Other topics are also welcomed. The presentations will be in lightning talk format, and each presenter will have somewhere between three and eight minutes to speak (final duration will depend on the number of responses). Timing will be strictly enforced, so practice ahead of time. One or two slides may be used by presenters and will need to be submitted to member organizers ahead of time.
Please submit your topic by Monday, November 23, 2015 using the form below. Speakers are encouraged to register for the meeting at the time of submission using this form: http://goo.gl/forms/HJX5YqTfrA
Kenney, Tabb, and McNeil Elected to Board of Governors
The members of HathiTrust have elected three individuals to serve on its Board of Governors beginning on January 1, 2016. Anne R. Kenney, Carl A. Kroch Librarian, Cornell University, and Winston Tabb, Sheridan Dean of University Libraries, Johns Hopkins University, will serve three-year terms that end in December 2018. Beth McNeil, Dean of Library Services at Iowa State University, will serve a one-year term. “Each of these three accomplished librarians will bring vision, wisdom and know-how to the Board of Governors, helping to ensure that the HathiTrust Digital Library will continue to innovate and thrive,” said Sarah Michalak, past chair of the Board and chair of the 2015 Nominating Committee.
https://www.hathitrust.org/election_results_announced
ECL/Copyright Comments
In June, the United States Copyright Office (USCO) released “Orphan Works and Mass Digitization” a detailed report proposing new orphan works legislation and proposing a pilot extended collective license for in-copyright, published works that have been digitized.
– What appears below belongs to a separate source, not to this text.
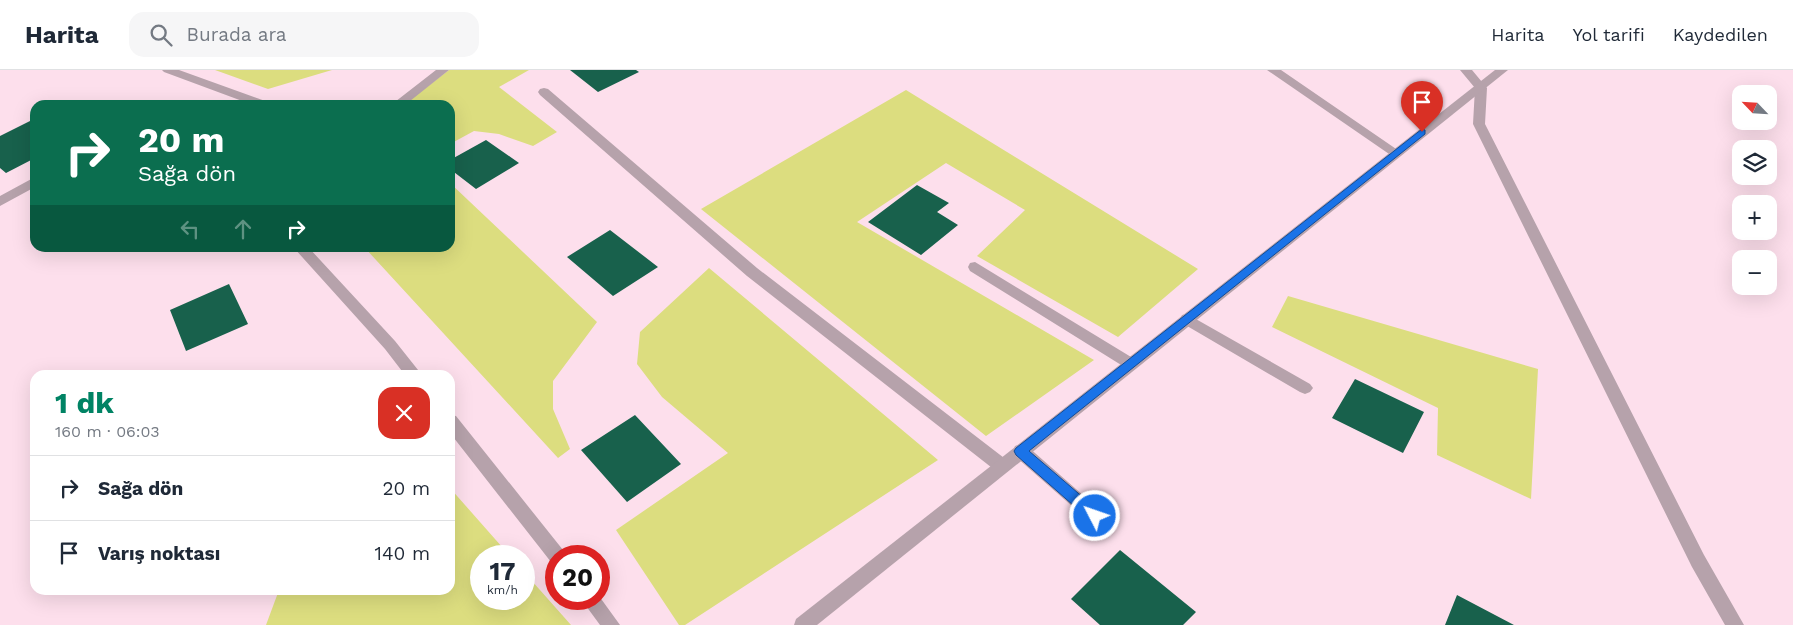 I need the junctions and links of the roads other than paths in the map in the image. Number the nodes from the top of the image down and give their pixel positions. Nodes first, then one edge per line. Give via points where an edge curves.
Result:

In response to the USCO’s request for feedback on the collective licensing proposal, over 80 individuals and organizations submitted comments. HathiTrust is opposed to this pilot project, and it’s response, filed by Executive Director Mike Furlough, can be read HERE.
2016 Budget and Fees
HathiTrust is finalizing its budget and the 2016 member fees. These will be presented to the membership for review within the next several weeks.
Collections Survey Completed
Thank you to all of the member institutions that participated in the Survey on Collection Development Priorities. Preliminary results will be presented at the Member Meeting on December 9th.
MUSAG Update
The Metadata Use and Sharing Advisory Group (MUSAG) launched this month. The group held its first meeting and has begun work to establish its framework and goals. Look for an update and more information in the next newsletter.
ZAG Update
The Zephir Advisory Group continues work on drafting policies and procedures to address requests for Zephir data and functionality.
HathiTrust On the Road
HathiTrust staff will be attending the following event in December. Please contact us if you wish to meet us at this event:
CNI Fall 2015 Membership Meeting, Washington, D.C., December 14-15 - Mike Furlough
Ingest
Locally-digitized Content
A number of different institutions have submitted content for ingest: University of Washington and Utah State University have submitted some content and work is ongoing to bring these volumes in, while Universidad Complutense de Madrid, University of Missouri, University of Illinois at Urbana-Champaign, University of Washington, Columbia University (through Internet Archive) have successfully ingested content. We anticipate receiving locally digitized materials from Emory University soon, via the Internet Archive.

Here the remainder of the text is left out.